The Science of Baking

Dear Reader,

When you account for all of the physical and chemical reactions, baking really is a messy sort of science. For example, when you make a cake you must mix and combine the ingredients (a physical reaction, i.e. when molecules are rearranged) and then bake everything in the oven (a chemical reaction, i.e. the molecular or ionic structure is transformed). For this reason, the ingredients that you use can have a big impact on the final product. So, today, instead of discussing a baked good, we’re going to dig a little deeper into baking by looking at the substance (ingredients) and the process.

Substance – The Ingredients

Binding Agents

Once all of the ingredients are mixed together and put into the oven, they must somehow combine to form a solitary unit – this is where the binding agents come in. Eggs, heavy cream, and cornstarch are commonly used to make a wet batter come together in the oven to prevent crumbly concoctions.


A good baked good starts with a solid base like all-purpose flour, wheat flour, almond flour, or another gluten-free substitute. Your baked good will require a different set and proportion of ingredients depending on the flour. For example, almond flours require more binding agents (like eggs) to ensure that the baked good does not crumble apart when sliced. Wheat flour is heavier and denser, which means that in comparison to all-purpose flour, you can use wheat flour in lesser quantities in proportion to other ingredients.

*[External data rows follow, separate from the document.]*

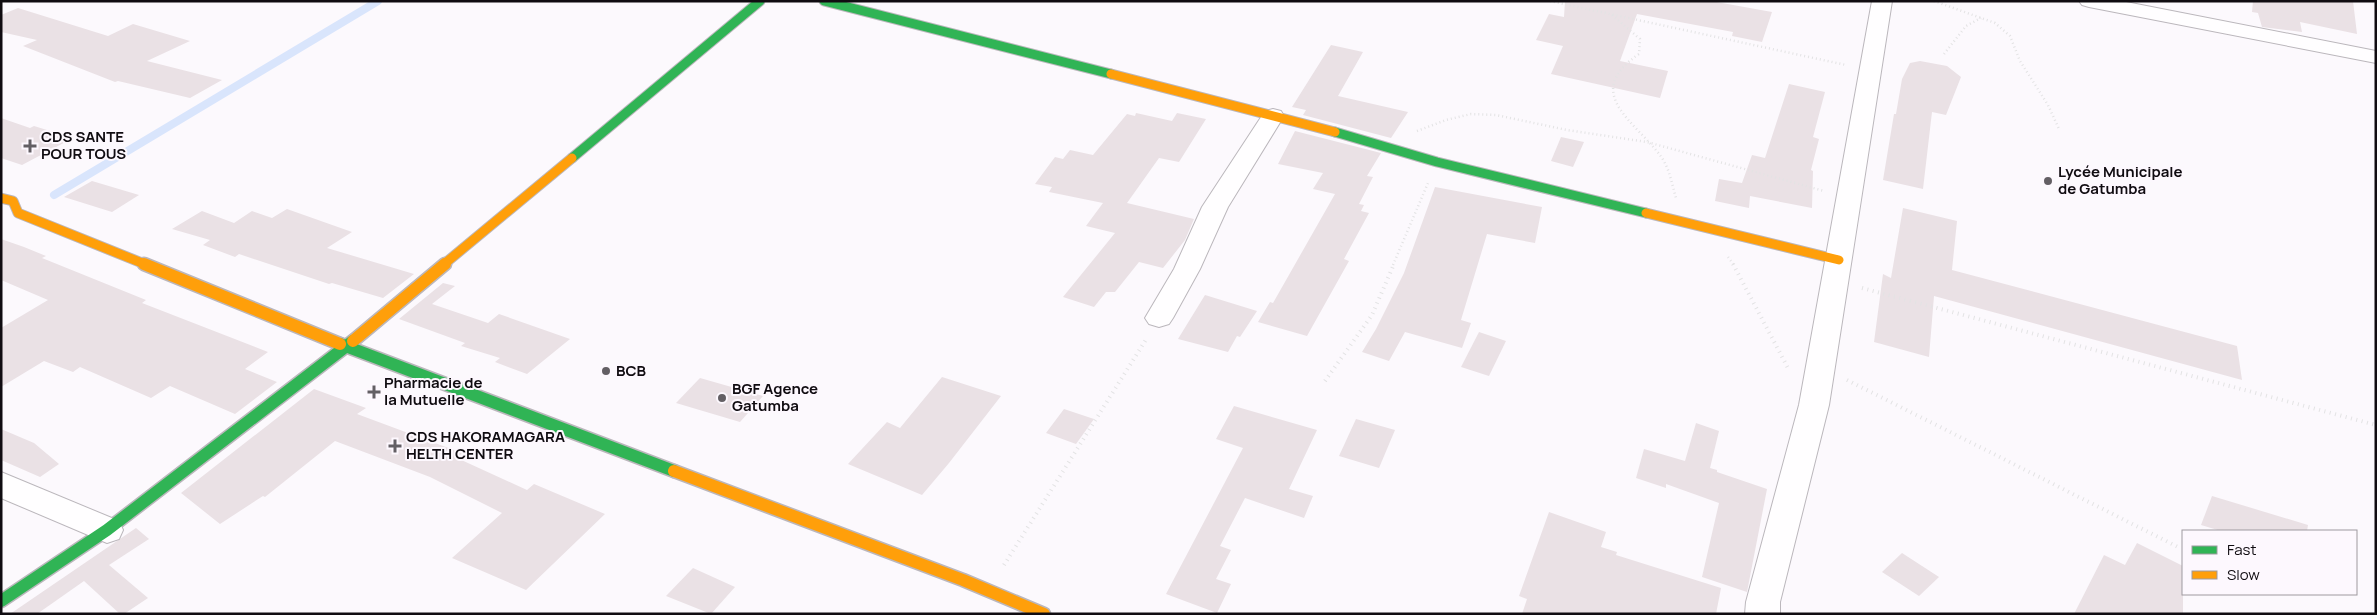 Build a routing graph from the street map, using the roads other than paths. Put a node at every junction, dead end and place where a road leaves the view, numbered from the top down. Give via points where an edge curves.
1 (760, 1) edge
2 (824, 1) edge
3 (1882, 1) edge
4 (2089, 1) edge
5 (2376, 57) edge
6 (1273, 116) junction
7 (2, 199) edge
8 (1836, 270) junction
9 (1159, 318) road end
10 (346, 347) junction
11 (1, 484) edge
12 (107, 530) junction
13 (1, 600) edge
14 (1044, 614) edge
15 (1762, 614) edge

1 - 10 street
2 - 6 street
3 - 8 street
4 - 5 street
6 - 8 street via 1437,162 1705,226
6 - 9 street via 1215,207 1187,269
7 - 10 street via 14,201 18,214
8 - 15 street via 1814,405
10 - 12 street
10 - 14 street
11 - 12 street
12 - 13 street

With similar names, quantities, and functions, baking powder and baking soda are basically interchangeable, right? Wrong. While they are both leaveners (substances that release gases that therefore make the dough expand), they work in slightly different ways.

Baking soda is a base (i.e. it has a pH of above 7 [as opposed to an acid that has a pH of below 7]) and reacts when it is mixed with acids like yogurt, lemon juice, vinegar, sour cream, etc. to create carbon-dioxide bubbles (the method by which baking soda allows dough to expand in the oven).

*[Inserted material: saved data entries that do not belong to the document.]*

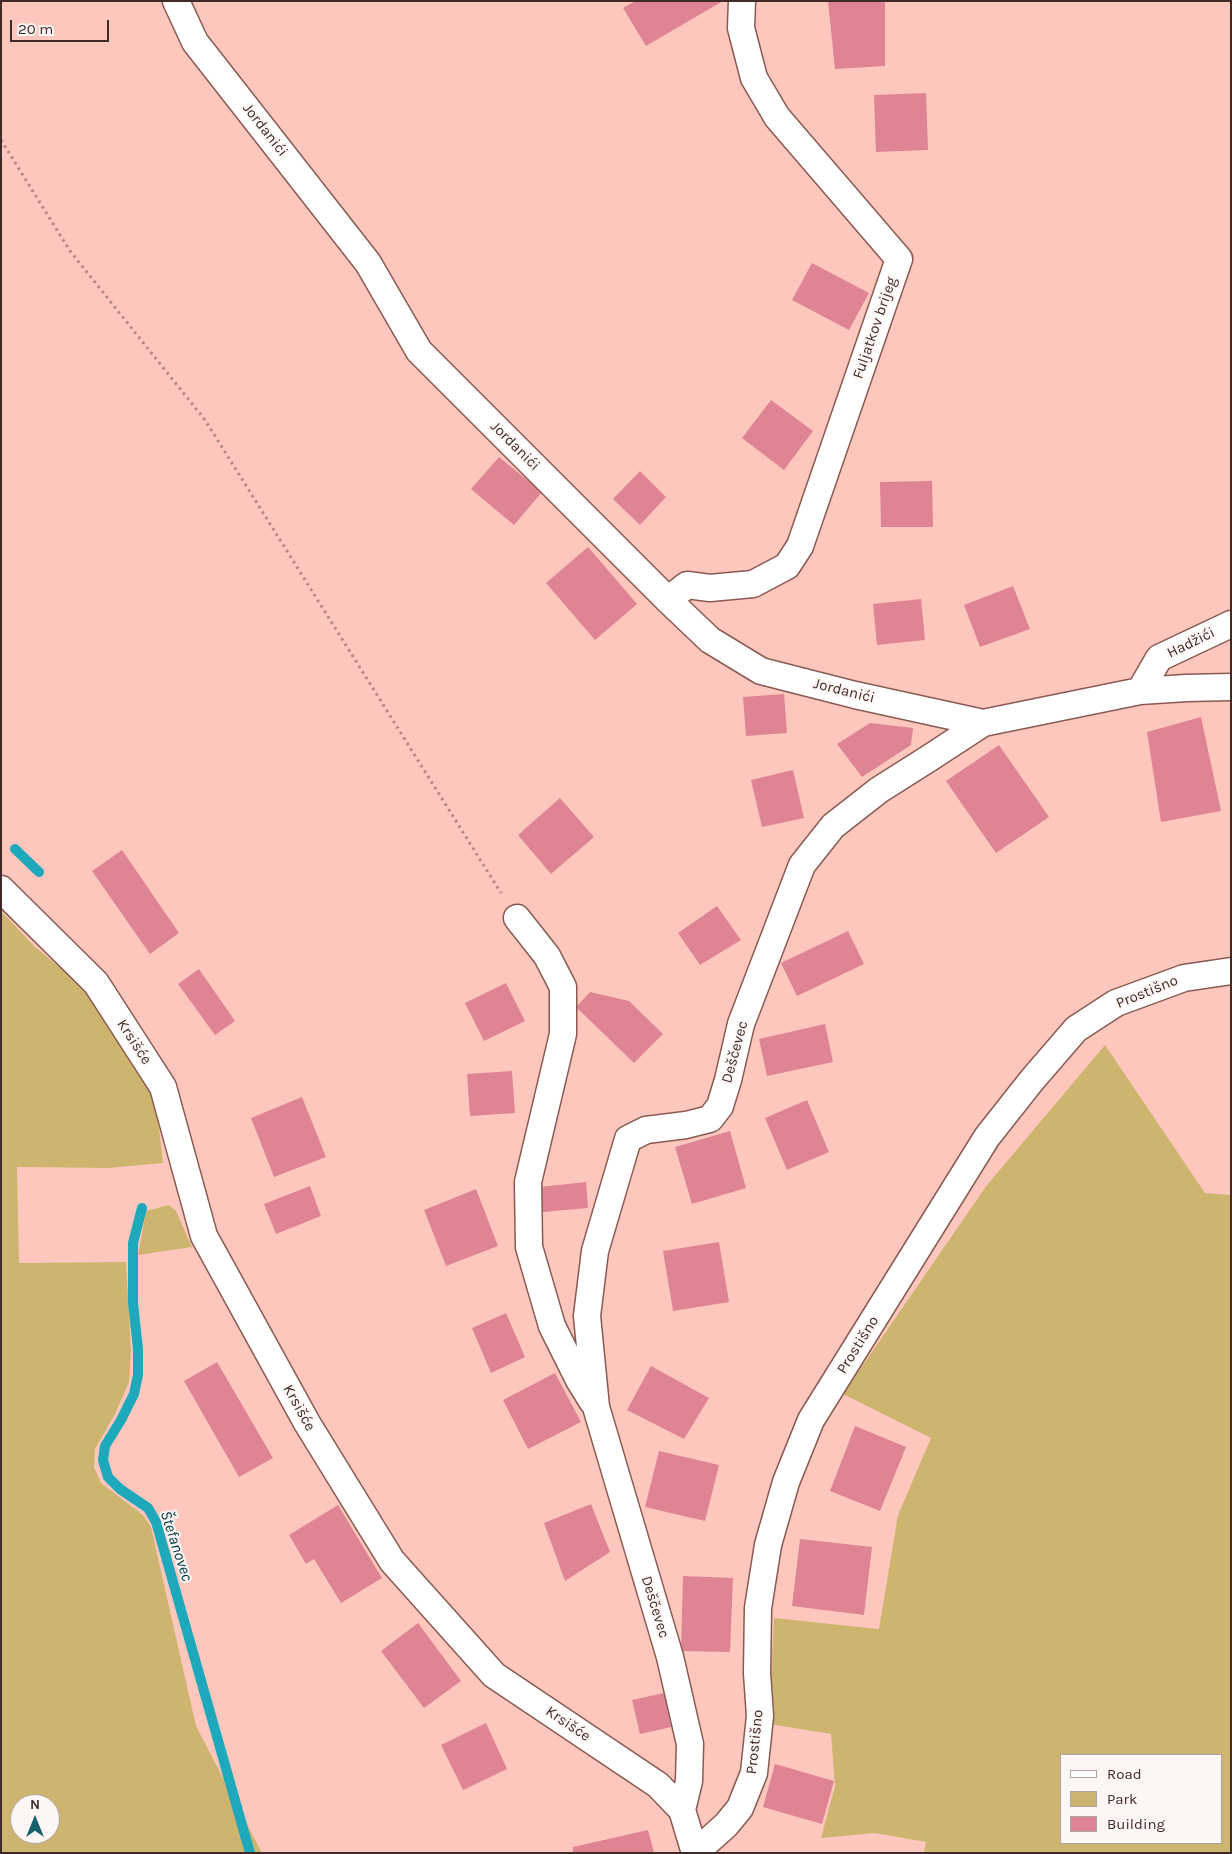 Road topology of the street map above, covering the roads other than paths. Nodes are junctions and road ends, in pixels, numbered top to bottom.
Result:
1 (176, 1) edge
2 (744, 1) edge
3 (668, 600) junction
4 (1231, 624) edge
5 (1231, 687) edge
6 (1140, 691) junction
7 (983, 723) junction
8 (1, 889) edge
9 (517, 918) road end
10 (1231, 971) edge
11 (596, 1407) junction
12 (682, 1810) junction
13 (695, 1853) edge

1 - 3 street, Jordanići
2 - 3 street, Fuljatkov brijeg
3 - 7 street, Jordanići
4 - 6 street, Hadžići
5 - 6 street
6 - 7 street
7 - 11 street, Deščevec
8 - 12 street, Krsišće
9 - 11 street, Deščevec
10 - 13 street, Prostišno
11 - 12 street, Deščevec
12 - 13 street, Krsišće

Baking powder is a mixture of baking soda (a base) and an acid. The benefit of baking powder is that the leavening process can occur without an acid, so for recipes that don’t call for ingredients like yogurt, then you can still get a nice fluffy baked good just by adding baking powder (as baking soda without an acid would have no effect here).

Some recipes call for both baking powder and baking soda. This may be because some recipes include an acid like yogurt and baking soda, however, the weight of the batter may be too significant for the baking soda alone in relation to the amount of acid. In these instances, one can get some extra lift into the batter by supplementing the baking soda with baking powder.


Baking (chemical reaction)

Heating up the batter in the oven produces an “endothermic” chemical reaction (i.e. a reaction that takes place in heat). In the oven, the leaveners will help the batter rise, the heat will expand and transform binding agents, like eggs, to make the batter firm, and the oils will keep the dough from drying out in the heat.

Creaming (physical reaction)

Creaming is when you vigorously mix butter and sugar together to get a softer, more uniform product. In addition, to physically combining these ingredients, the process also creates air pockets in the batter, which makes it expand.

…in conclusion

This was a simple overview of all that happens when one bakes. Anyone can bake, but when you know the purpose of the ingredients and process, you will be better able to judge which ingredient substitutions are appropriate and take more creative risks in the kitchen.

I wish you all the best with your culinary experiments!